Instructions for the task = Which lines in the data contain the word "highway"? Please copy each of them.

Information =

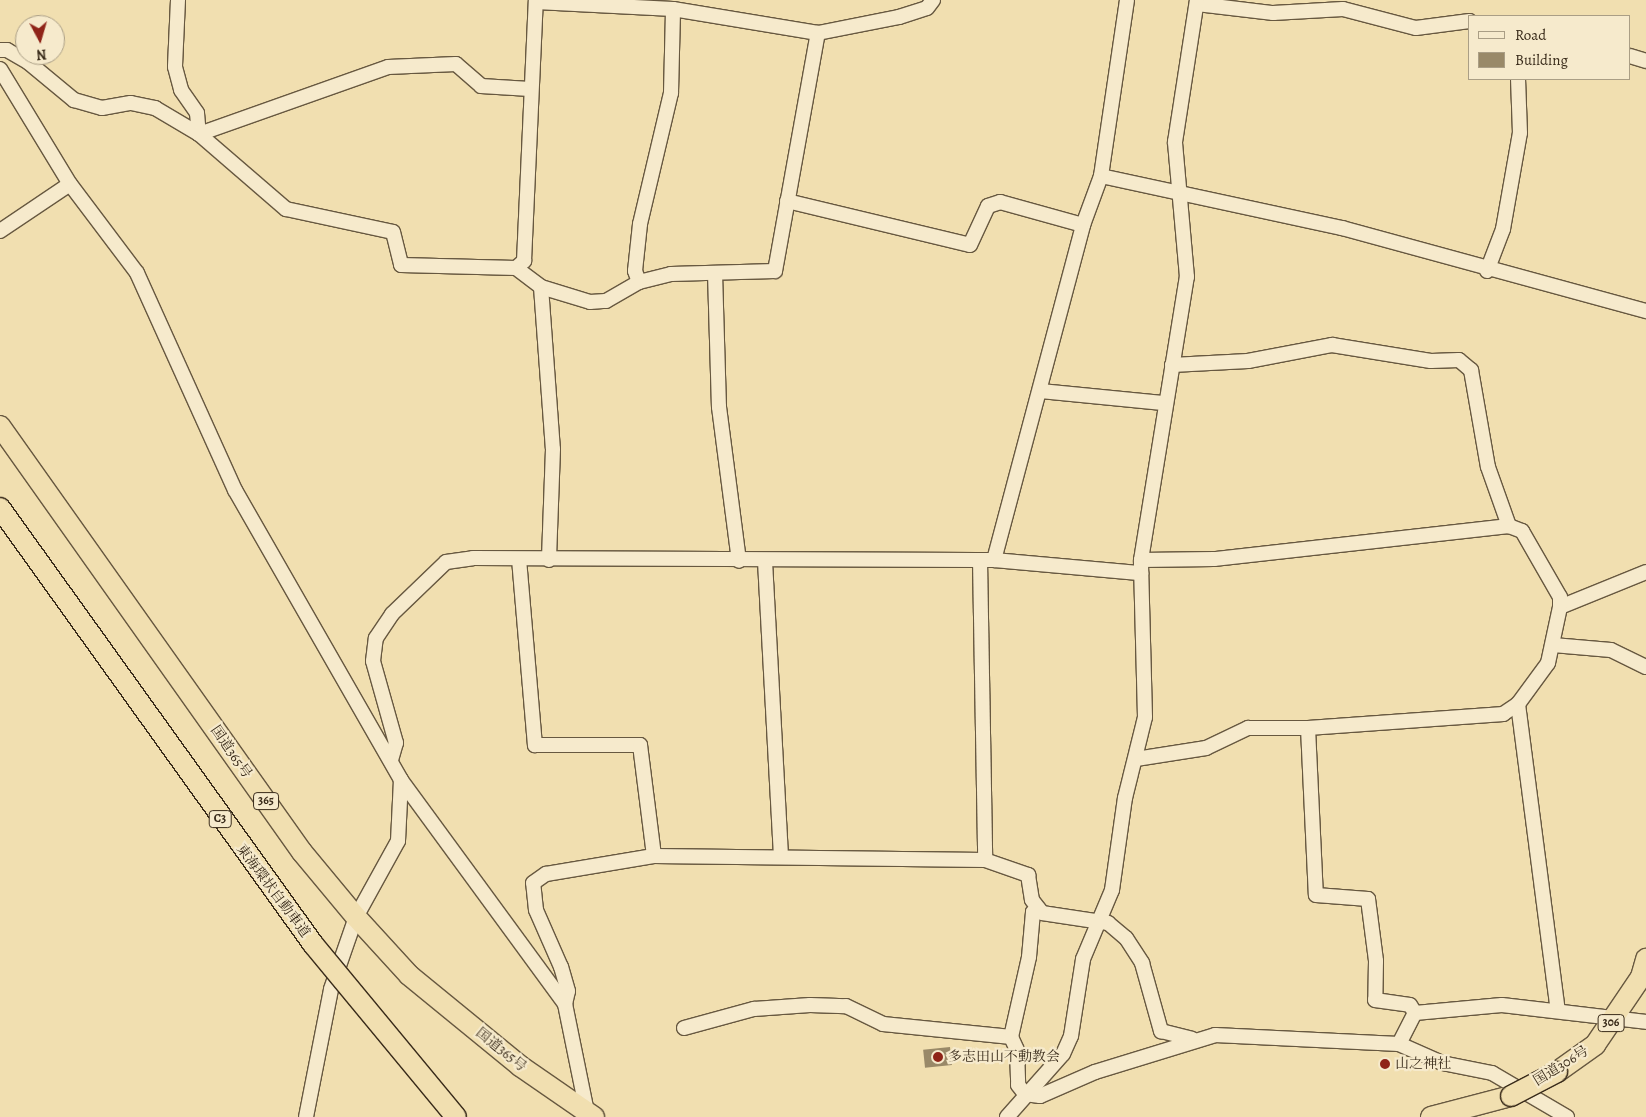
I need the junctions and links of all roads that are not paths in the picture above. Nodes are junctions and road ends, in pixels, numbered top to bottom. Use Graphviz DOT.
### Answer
graph roads {
  1 [pos="178,0"];
  2 [pos="933,0"];
  3 [pos="1126,0"];
  4 [pos="536,1"];
  5 [pos="1197,2"];
  6 [pos="672,9"];
  7 [pos="1468,21"];
  8 [pos="818,33"];
  9 [pos="0,50"];
  10 [pos="1631,56"];
  11 [pos="1646,61"];
  12 [pos="0,69"];
  13 [pos="1518,80"];
  14 [pos="530,89"];
  15 [pos="199,134"];
  16 [pos="1101,176"];
  17 [pos="70,184"];
  18 [pos="1177,194"];
  19 [pos="787,201"];
  20 [pos="1083,225"];
  21 [pos="0,231"];
  22 [pos="516,268"];
  23 [pos="1487,271"];
  24 [pos="715,273"];
  25 [pos="639,282"];
  26 [pos="541,287"];
  27 [pos="1646,311"];
  28 [pos="1172,365"];
  29 [pos="1040,391"];
  30 [pos="1163,403"];
  31 [pos="0,426"];
  32 [pos="0,508"];
  33 [pos="1509,526"];
  34 [pos="519,559"];
  35 [pos="549,560"];
  36 [pos="980,560"];
  37 [pos="994,560"];
  38 [pos="739,561"];
  39 [pos="765,561"];
  40 [pos="1141,566"];
  41 [pos="1646,572"];
  42 [pos="1560,607"];
  43 [pos="1553,645"];
  44 [pos="1646,667"];
  45 [pos="1518,704"];
  46 [pos="1308,728"];
  47 [pos="1136,759"];
  48 [pos="391,760"];
  49 [pos="401,780"];
  50 [pos="780,855"];
  51 [pos="654,856"];
  52 [pos="985,860"];
  53 [pos="1038,908"];
  54 [pos="356,917"];
  55 [pos="1097,921"];
  56 [pos="1646,959"];
  57 [pos="565,1004"];
  58 [pos="1558,1010"];
  59 [pos="1415,1014"];
  60 [pos="1615,1018"];
  61 [pos="1646,1022"];
  62 [pos="684,1028"];
  63 [pos="1011,1037"];
  64 [pos="1192,1039"];
  65 [pos="1400,1044"];
  66 [pos="1025,1094"];
  67 [pos="590,1116"];
  68 [pos="306,1117"];
  69 [pos="456,1117"];
  70 [pos="1007,1117"];
  71 [pos="1431,1117"];
  72 [pos="1567,1117"];
  1 -- 15 [label="street"];
  2 -- 8 [label="street"];
  3 -- 16 [label="street"];
  4 -- 6 [label="street"];
  4 -- 14 [label="street"];
  5 -- 7 [label="street"];
  5 -- 18 [label="street"];
  6 -- 8 [label="street"];
  6 -- 25 [label="street"];
  8 -- 19 [label="street"];
  9 -- 15 [label="street"];
  10 -- 11 [label="street"];
  12 -- 17 [label="street"];
  13 -- 23 [label="street"];
  14 -- 15 [label="street"];
  14 -- 22 [label="street"];
  15 -- 22 [label="street"];
  16 -- 18 [label="street"];
  16 -- 20 [label="street"];
  17 -- 21 [label="street"];
  17 -- 48 [label="street"];
  18 -- 23 [label="street"];
  18 -- 28 [label="street"];
  19 -- 20 [label="street"];
  19 -- 24 [label="street"];
  20 -- 29 [label="street"];
  22 -- 26 [label="street"];
  23 -- 27 [label="street"];
  24 -- 25 [label="street"];
  24 -- 38 [label="street"];
  25 -- 26 [label="street"];
  26 -- 35 [label="street"];
  28 -- 30 [label="street"];
  28 -- 33 [label="street"];
  29 -- 30 [label="street"];
  29 -- 37 [label="street"];
  30 -- 40 [label="street"];
  31 -- 54 [label="highway, 国道365号 / 365"];
  32 -- 69 [label="highway, 東海環状自動車道 / C3, bridge"];
  33 -- 40 [label="street"];
  33 -- 42 [label="street"];
  34 -- 35 [label="street"];
  34 -- 48 [label="street"];
  34 -- 51 [label="street"];
  35 -- 38 [label="street"];
  36 -- 37 [label="street"];
  36 -- 39 [label="street"];
  36 -- 52 [label="street"];
  37 -- 40 [label="street"];
  38 -- 39 [label="street"];
  39 -- 50 [label="street"];
  40 -- 47 [label="street"];
  41 -- 42 [label="street"];
  42 -- 43 [label="street"];
  43 -- 44 [label="street"];
  43 -- 45 [label="street"];
  45 -- 46 [label="street"];
  45 -- 58 [label="street"];
  46 -- 47 [label="street"];
  46 -- 59 [label="street"];
  47 -- 55 [label="street"];
  48 -- 49 [label="street"];
  49 -- 54 [label="street"];
  49 -- 57 [label="street"];
  50 -- 51 [label="street"];
  50 -- 52 [label="street"];
  51 -- 57 [label="street"];
  52 -- 53 [label="street"];
  53 -- 55 [label="street"];
  53 -- 63 [label="street"];
  54 -- 67 [label="highway, 国道365号 / 365"];
  54 -- 68 [label="street"];
  55 -- 64 [label="street"];
  55 -- 66 [label="street"];
  56 -- 60 [label="highway, 国道306号 / 306"];
  57 -- 67 [label="street"];
  58 -- 59 [label="street"];
  58 -- 60 [label="street"];
  59 -- 65 [label="street"];
  60 -- 61 [label="street"];
  60 -- 71 [label="highway, 国道306号 / 306, bridge"];
  62 -- 63 [label="street"];
  63 -- 66 [label="street"];
  64 -- 65 [label="street"];
  64 -- 66 [label="street"];
  65 -- 72 [label="street"];
  66 -- 70 [label="street"];
}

Answer to the exercise =
  31 -- 54 [label="highway, 国道365号 / 365"];
  32 -- 69 [label="highway, 東海環状自動車道 / C3, bridge"];
  54 -- 67 [label="highway, 国道365号 / 365"];
  56 -- 60 [label="highway, 国道306号 / 306"];
  60 -- 71 [label="highway, 国道306号 / 306, bridge"];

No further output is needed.